**REQUIREMENT**:
On the basis of the records below, report how many lines contain the word "VOŘÍŠKOVA". Nothing else should be given.

● ● ● ● ●

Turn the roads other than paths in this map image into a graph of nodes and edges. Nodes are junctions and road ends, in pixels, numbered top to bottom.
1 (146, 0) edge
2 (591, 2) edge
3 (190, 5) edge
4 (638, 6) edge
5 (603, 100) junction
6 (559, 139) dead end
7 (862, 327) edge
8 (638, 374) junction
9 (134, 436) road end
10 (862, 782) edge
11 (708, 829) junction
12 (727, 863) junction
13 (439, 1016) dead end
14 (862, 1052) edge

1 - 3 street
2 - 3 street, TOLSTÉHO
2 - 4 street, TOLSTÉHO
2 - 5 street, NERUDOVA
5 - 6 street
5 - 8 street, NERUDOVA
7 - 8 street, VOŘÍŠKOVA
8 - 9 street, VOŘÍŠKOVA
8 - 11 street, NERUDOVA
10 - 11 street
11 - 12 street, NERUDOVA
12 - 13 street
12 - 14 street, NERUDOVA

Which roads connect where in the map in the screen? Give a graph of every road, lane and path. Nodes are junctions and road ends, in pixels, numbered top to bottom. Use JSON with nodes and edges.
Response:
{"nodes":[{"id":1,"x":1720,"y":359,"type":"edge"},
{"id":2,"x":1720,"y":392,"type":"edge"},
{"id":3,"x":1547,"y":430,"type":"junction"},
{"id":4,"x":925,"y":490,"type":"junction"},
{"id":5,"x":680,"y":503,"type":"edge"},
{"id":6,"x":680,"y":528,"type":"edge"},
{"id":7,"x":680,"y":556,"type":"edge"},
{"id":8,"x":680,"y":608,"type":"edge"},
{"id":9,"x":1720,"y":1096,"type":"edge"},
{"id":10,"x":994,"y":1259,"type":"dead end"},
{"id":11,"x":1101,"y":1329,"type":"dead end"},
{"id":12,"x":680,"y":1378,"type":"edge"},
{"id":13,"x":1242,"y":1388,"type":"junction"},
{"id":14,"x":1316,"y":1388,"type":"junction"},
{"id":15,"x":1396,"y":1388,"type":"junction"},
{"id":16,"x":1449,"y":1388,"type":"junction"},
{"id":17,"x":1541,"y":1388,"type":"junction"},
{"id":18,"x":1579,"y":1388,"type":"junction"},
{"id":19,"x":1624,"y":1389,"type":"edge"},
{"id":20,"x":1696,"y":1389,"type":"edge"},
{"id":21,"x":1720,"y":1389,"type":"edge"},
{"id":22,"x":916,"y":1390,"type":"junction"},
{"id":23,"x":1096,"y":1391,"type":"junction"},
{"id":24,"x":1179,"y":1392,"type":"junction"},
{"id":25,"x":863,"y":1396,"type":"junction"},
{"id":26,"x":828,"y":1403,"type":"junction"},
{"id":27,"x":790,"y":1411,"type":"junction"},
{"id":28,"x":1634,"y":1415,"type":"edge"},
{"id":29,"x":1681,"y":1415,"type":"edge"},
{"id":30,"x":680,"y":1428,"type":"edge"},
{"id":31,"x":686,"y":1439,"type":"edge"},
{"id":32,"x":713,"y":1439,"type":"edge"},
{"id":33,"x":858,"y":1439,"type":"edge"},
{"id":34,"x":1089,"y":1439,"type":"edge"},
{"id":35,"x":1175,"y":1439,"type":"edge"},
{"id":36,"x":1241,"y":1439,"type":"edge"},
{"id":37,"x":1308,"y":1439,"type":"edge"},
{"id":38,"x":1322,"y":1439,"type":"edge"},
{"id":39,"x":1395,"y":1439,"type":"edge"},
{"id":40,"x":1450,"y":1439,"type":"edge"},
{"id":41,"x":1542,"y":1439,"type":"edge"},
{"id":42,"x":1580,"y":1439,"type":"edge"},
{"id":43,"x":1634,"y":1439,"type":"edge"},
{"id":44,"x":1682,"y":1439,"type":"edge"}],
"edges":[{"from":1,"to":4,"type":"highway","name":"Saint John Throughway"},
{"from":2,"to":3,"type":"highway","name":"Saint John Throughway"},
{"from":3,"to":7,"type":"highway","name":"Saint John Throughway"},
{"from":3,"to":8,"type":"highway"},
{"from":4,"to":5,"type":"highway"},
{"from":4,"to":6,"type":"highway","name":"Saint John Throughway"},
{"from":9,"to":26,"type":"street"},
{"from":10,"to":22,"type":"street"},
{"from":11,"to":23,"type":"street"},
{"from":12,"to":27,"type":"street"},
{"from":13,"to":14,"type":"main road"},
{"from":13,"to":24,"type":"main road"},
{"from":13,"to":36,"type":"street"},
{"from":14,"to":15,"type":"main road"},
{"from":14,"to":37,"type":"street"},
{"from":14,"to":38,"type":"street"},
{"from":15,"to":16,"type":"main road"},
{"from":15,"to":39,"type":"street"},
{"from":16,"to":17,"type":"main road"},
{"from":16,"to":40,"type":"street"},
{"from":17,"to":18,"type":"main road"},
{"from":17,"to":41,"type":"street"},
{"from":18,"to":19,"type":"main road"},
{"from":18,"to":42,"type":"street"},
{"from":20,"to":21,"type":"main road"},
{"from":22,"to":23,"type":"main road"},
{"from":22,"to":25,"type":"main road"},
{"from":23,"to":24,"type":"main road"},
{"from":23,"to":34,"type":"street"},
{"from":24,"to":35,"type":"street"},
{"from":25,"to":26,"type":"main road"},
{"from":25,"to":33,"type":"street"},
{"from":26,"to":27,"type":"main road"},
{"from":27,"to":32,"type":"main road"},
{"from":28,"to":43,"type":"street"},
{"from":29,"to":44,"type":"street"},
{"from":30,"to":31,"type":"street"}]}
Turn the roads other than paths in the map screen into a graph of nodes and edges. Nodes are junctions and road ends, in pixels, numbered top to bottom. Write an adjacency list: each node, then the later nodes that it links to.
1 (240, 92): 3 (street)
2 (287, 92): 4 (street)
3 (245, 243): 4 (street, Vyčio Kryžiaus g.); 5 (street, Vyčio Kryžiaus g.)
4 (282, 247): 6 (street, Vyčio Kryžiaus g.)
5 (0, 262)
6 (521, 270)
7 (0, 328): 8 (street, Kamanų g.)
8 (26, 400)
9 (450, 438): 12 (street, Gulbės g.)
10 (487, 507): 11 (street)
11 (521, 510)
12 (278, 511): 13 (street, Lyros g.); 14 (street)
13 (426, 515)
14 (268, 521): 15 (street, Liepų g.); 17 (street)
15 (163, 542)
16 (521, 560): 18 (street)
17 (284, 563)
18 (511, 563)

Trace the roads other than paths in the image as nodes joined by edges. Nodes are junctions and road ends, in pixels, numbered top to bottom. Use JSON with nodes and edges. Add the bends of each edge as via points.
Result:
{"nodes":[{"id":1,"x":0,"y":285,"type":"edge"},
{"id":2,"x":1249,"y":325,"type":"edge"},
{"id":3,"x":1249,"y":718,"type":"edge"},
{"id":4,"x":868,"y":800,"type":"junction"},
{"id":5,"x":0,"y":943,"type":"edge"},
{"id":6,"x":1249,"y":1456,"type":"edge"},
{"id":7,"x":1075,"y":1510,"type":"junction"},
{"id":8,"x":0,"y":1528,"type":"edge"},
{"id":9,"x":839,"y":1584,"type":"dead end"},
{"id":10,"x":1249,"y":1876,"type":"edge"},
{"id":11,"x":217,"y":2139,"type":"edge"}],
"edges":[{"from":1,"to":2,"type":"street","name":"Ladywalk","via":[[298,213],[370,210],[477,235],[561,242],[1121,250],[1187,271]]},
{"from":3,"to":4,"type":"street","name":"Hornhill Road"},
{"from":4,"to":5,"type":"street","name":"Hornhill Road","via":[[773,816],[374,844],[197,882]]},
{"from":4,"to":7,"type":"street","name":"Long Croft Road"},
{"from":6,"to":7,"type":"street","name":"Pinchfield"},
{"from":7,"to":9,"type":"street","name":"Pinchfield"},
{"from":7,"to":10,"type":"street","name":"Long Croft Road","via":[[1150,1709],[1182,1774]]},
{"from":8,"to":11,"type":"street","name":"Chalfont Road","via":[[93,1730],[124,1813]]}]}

● ● ● ● ●

**RESPONSE AREA**:
2